View of part of the Abbey and the Tower House with the beautiful Ayrshire countryside in the background.

Crossraguel 4
The Dovecote

Crossraguel 10

Coo’s oan the wa’…. or translated to cows on the wall. Hah, not actually. They’re on the hill behind the Abbey but I liked how they seemed to be walking along the wall. the plaque on the wall here reads “ABOTT’S HOUSE. A series of cellars at ground level originally supported the Abbot’s apartments above.”

Crossraguel 2
Gravestone

Crossraguel 3

Actually I’m not sure what this was – I should have photographed the plaque and not just the hole. At first I thought it was a well, but I think I remember reading that it was actually a tomb and it’s just filled with water. I told you I’d get it wrong….

Crossraguel 5

Inside the Chapter House. How fabulous is the stonework, the windows and the arched ceiling?

Crossraguel 7

Some broken stone and pieces of carving dating back to the 12th century.

Crossraguel 6

The plaque on the left reads “A double tomb marker, with two elaborate crosses, a sword, shield and pike. The shield bore a chevron as the main charge, suggesting that the tomb commemorated members of the House of Kennedy.”

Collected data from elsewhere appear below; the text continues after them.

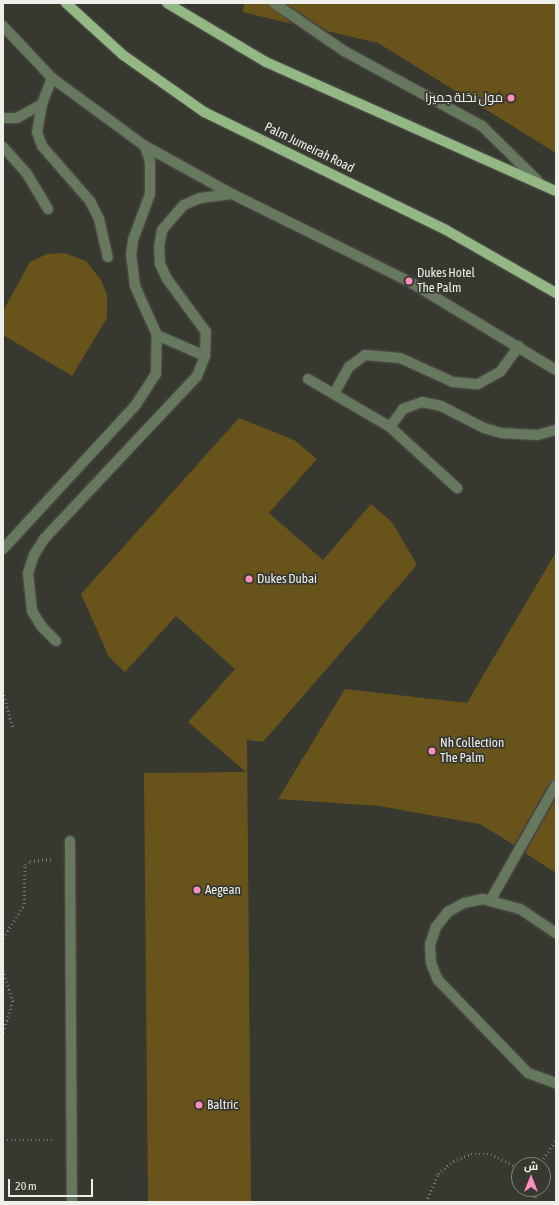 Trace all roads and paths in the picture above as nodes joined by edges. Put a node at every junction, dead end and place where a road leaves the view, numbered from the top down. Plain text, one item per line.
1 (66, 3) edge
2 (166, 3) edge
3 (274, 3) edge
4 (3, 26) edge
5 (52, 78) junction
6 (42, 104) junction
7 (3, 118) edge
8 (145, 146) junction
9 (3, 147) edge
10 (538, 181) junction
11 (556, 191) edge
12 (232, 194) junction
13 (48, 209) dead end
14 (108, 257) dead end
15 (556, 293) edge
16 (157, 335) junction
17 (519, 346) junction
18 (205, 356) junction
19 (556, 370) edge
20 (308, 379) dead end
21 (335, 392) junction
22 (390, 427) junction
23 (556, 430) edge
24 (457, 488) dead end
25 (3, 549) edge
26 (56, 640) dead end
27 (3, 691) edge
28 (13, 728) dead end
29 (556, 785) edge
30 (70, 841) dead end
31 (70, 858) junction
32 (490, 901) junction
33 (556, 933) edge
34 (3, 938) edge
35 (3, 970) edge
36 (3, 1033) edge
37 (556, 1083) edge
38 (3, 1140) edge
39 (72, 1140) junction
40 (556, 1140) edge
41 (544, 1157) edge
42 (511, 1164) edge
43 (72, 1202) edge
44 (426, 1202) edge

1 - 15 main road, Palm Jumeirah Road
2 - 10 main road
3 - 10 street
4 - 5 street
5 - 6 street
5 - 8 street
6 - 7 street
6 - 14 street
8 - 12 street
8 - 16 street
9 - 13 street
10 - 11 main road
12 - 17 street
12 - 18 street
16 - 18 street
16 - 25 street
17 - 19 street
17 - 21 street
18 - 26 street
20 - 21 street
21 - 22 street
22 - 23 street
22 - 24 street
27 - 28 path
29 - 32 street
30 - 31 street
31 - 34 path
31 - 39 street
32 - 33 street
32 - 37 street
35 - 36 path
38 - 39 path
39 - 43 street
40 - 41 path
42 - 44 path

The plaque on the righ reads “The tombstone of Sir William Geruan, Priest, who died 9th April 1340. Sir William may have been vicar of one of the Abbey’s churches in Carrick. Note the chalice and paten.”

With the arrival of the Reformation in 1560, Crossraguel’s life as an active religious community came to an end. The last abbot, Quintin Kennedy, died in 1564 and a commendator, Alan Stewart, was appointed by the Crown to oversee the land and property owned by the abbey.

In 1569 Stewart signed over the abbey, its lands and revenues to Gilbert Kennedy, the 4th Earl of Cassilis. According to a complaint later made by Stewart to the Privy Council, his agreement was only extracted by the Earl by roasting him over a fire at Dunur Castle.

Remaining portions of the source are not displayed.